Task requirements:
Check every line of the entries below for "const", and copy the lines that have it.

Records from a data collection
··········
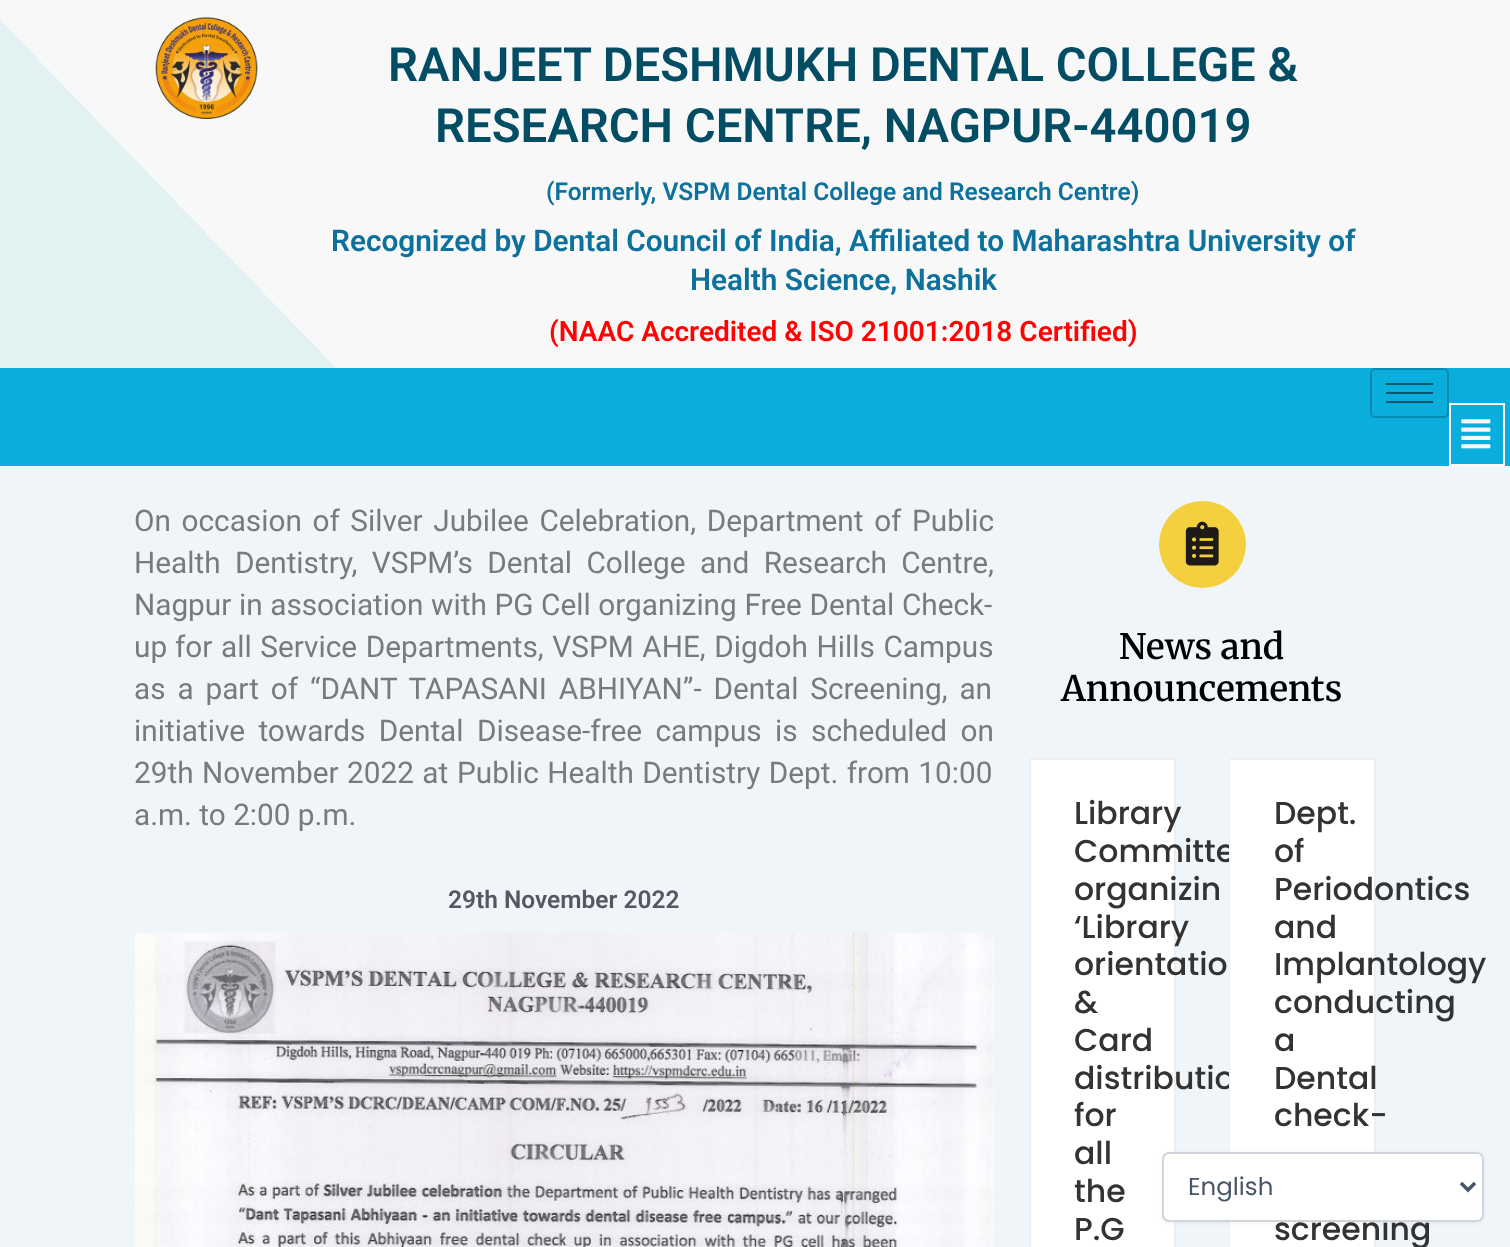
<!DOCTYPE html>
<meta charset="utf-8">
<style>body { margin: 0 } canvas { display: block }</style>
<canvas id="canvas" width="1510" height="1247"></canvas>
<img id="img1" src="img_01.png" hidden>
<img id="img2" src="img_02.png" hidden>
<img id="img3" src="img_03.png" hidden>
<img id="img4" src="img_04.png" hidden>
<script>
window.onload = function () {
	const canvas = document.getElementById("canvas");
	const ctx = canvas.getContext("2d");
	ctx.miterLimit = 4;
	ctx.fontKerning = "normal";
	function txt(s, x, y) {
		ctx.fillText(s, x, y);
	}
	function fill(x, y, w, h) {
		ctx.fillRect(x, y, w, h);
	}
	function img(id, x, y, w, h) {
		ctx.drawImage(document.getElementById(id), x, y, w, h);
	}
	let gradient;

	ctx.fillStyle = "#F0F5FA";
	fill(0, 0, 1510, 1247);
	gradient = ctx.createLinearGradient(1238, -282, 273, 650);
	gradient.addColorStop(0.82, "#F8F8F8");
	gradient.addColorStop(0.82, "#E2F2F3");
	ctx.fillStyle = gradient;
	fill(0, 0, 1510, 368);
	img("img1", 155, 17, 103, 102);
	ctx.fillStyle = "#09AEDD";
	fill(0, 368, 1510, 98);
	ctx.beginPath();
	ctx.roundRect(1371, 369, 77, 48, 4);
	ctx.strokeStyle = "rgba(0, 0, 0, 0.2)";
	ctx.lineWidth = 2;
	ctx.stroke();
	ctx.fillStyle = "#05576F";
	fill(1386, 383, 47, 2);
	fill(1386, 392, 47, 2);
	fill(1386, 401, 47, 2);
	ctx.strokeStyle = "#FFF6F6";
	ctx.strokeRect(1450, 404, 54, 61);
	img("img2", 1461, 419, 30, 30);
	img("img3", 135, 932, 859, 315);
	ctx.fillStyle = "#F4D03F";
	ctx.beginPath();
	ctx.arc(1202.5, 544.5, 43.5, 0, Math.PI * 2);
	ctx.fill();
	img("img4", 1185, 521, 34, 45);
	ctx.strokeStyle = "#EEEEEE";
	ctx.strokeRect(1030, 759, 145, 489);
	ctx.fillStyle = "#FFFFFF";
	fill(1031, 760, 143, 487);
	ctx.font = "600 47.25px Roboto";
	ctx.fillStyle = "#024C64";
	txt("RANJEET DESHMUKH DENTAL COLLEGE &", 388, 81);
	txt("RESEARCH CENTRE, NAGPUR-440019", 435, 142);
	ctx.font = "600 24.5px Roboto";
	ctx.fillStyle = "#0D719C";
	txt("(Formerly, VSPM Dental College and Research Centre)", 546, 200);
	ctx.font = "600 29.75px Roboto";
	txt("Recognized by Dental Council of India, Affiliated to Maharashtra University of", 331, 251);
	txt("Health Science, Nashik", 690, 290);
	ctx.font = "600 28px Roboto";
	ctx.fillStyle = "#FF0300";
	txt("(NAAC Accredited & ISO 21001:2018 Certified)", 549, 341);
	ctx.wordSpacing = "3.25px";
	ctx.font = "29.75px Roboto";
	ctx.fillStyle = "#7A7A7A";
	txt("On occasion of Silver Jubilee Celebration, Department of Public", 134, 531);
	ctx.wordSpacing = "7px";
	txt("Health Dentistry, VSPM’s Dental College and Research Centre,", 134, 573);
	ctx.wordSpacing = "0.25px";
	txt("Nagpur in association with PG Cell organizing Free Dental Check-", 134, 615);
	ctx.wordSpacing = "0px";
	txt("up", 134, 657);
	ctx.wordSpacing = "1.25px";
	txt("for all Service Departments, VSPM AHE, Digdoh Hills Campus", 175, 657);
	ctx.wordSpacing = "4.5px";
	txt("as a part of “DANT TAPASANI ABHIYAN”- Dental Screening, an", 134, 699);
	ctx.wordSpacing = "6px";
	txt("initiative towards Dental Disease-free campus is scheduled on", 134, 741);
	ctx.wordSpacing = "0px";
	txt("29th", 134, 783);
	ctx.wordSpacing = "1px";
	txt("November 2022 at", 202, 783);
	txt("Public Health Dentistry Dept. from 10:00", 457, 783);
	ctx.wordSpacing = "0px";
	txt("a.m. to 2:00 p.m.", 134, 825);
	ctx.font = "600 24.5px Roboto";
	ctx.fillStyle = "#54595F";
	txt("29th November 2022", 448, 908);
	ctx.font = "600 35px Merriweather";
	ctx.fillStyle = "#000000";
	txt("News and", 1119, 659);
	txt("Announcements", 1061, 701);
	ctx.font = "500 31.5px Poppins";
	ctx.fillStyle = "#333333";
	txt("Library", 1074, 824);
	txt("Committe", 1074, 862);
	txt("organizin", 1074, 900);
	txt("‘Library", 1074, 938);
	txt("orientatio", 1074, 975);
	txt("&", 1074, 1013);
	txt("Card", 1074, 1051);
	txt("distributio", 1074, 1089);
	txt("for", 1074, 1126);
	txt("all", 1074, 1164);
	txt("the", 1074, 1202);
	txt("P.G", 1074, 1240);
	ctx.strokeRect(1230, 759, 145, 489);
	ctx.fillStyle = "#FFFFFF";
	fill(1230, 760, 144, 487);
	ctx.fillStyle = "#333333";
	txt("Dept.", 1274, 824);
	txt("of", 1274, 862);
	txt("Periodontics", 1274, 900);
	txt("and", 1274, 938);
	txt("Implantology", 1274, 975);
	txt("conducting", 1274, 1013);
	txt("a", 1274, 1051);
	txt("Dental", 1274, 1089);
	txt("check-", 1274, 1126);
	txt("screening", 1274, 1240);
	ctx.fillStyle = "rgba(0, 0, 0, 0.05)";
	ctx.filter = "blur(2px)";
	ctx.beginPath();
	ctx.roundRect(1162, 1153, 322, 70, 7);
	ctx.fill();
	ctx.filter = "none";
	ctx.fillStyle = "#FFFFFF";
	ctx.beginPath();
	ctx.roundRect(1163, 1153, 320, 68, 6);
	ctx.fill();
	ctx.strokeStyle = "#D1D5DB";
	ctx.stroke();
	ctx.beginPath();
	ctx.moveTo(1461, 1183);
	ctx.lineTo(1468, 1190);
	ctx.lineTo(1475, 1183);
	ctx.strokeStyle = "#475569";
	ctx.lineWidth = 3.5;
	ctx.stroke();
	ctx.font = "24.5px Poppins";
	ctx.fillStyle = "#475569";
	txt("English", 1188, 1195);
};
</script>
··········
Result of the exercise:
	const canvas = document.getElementById("canvas");
	const ctx = canvas.getContext("2d");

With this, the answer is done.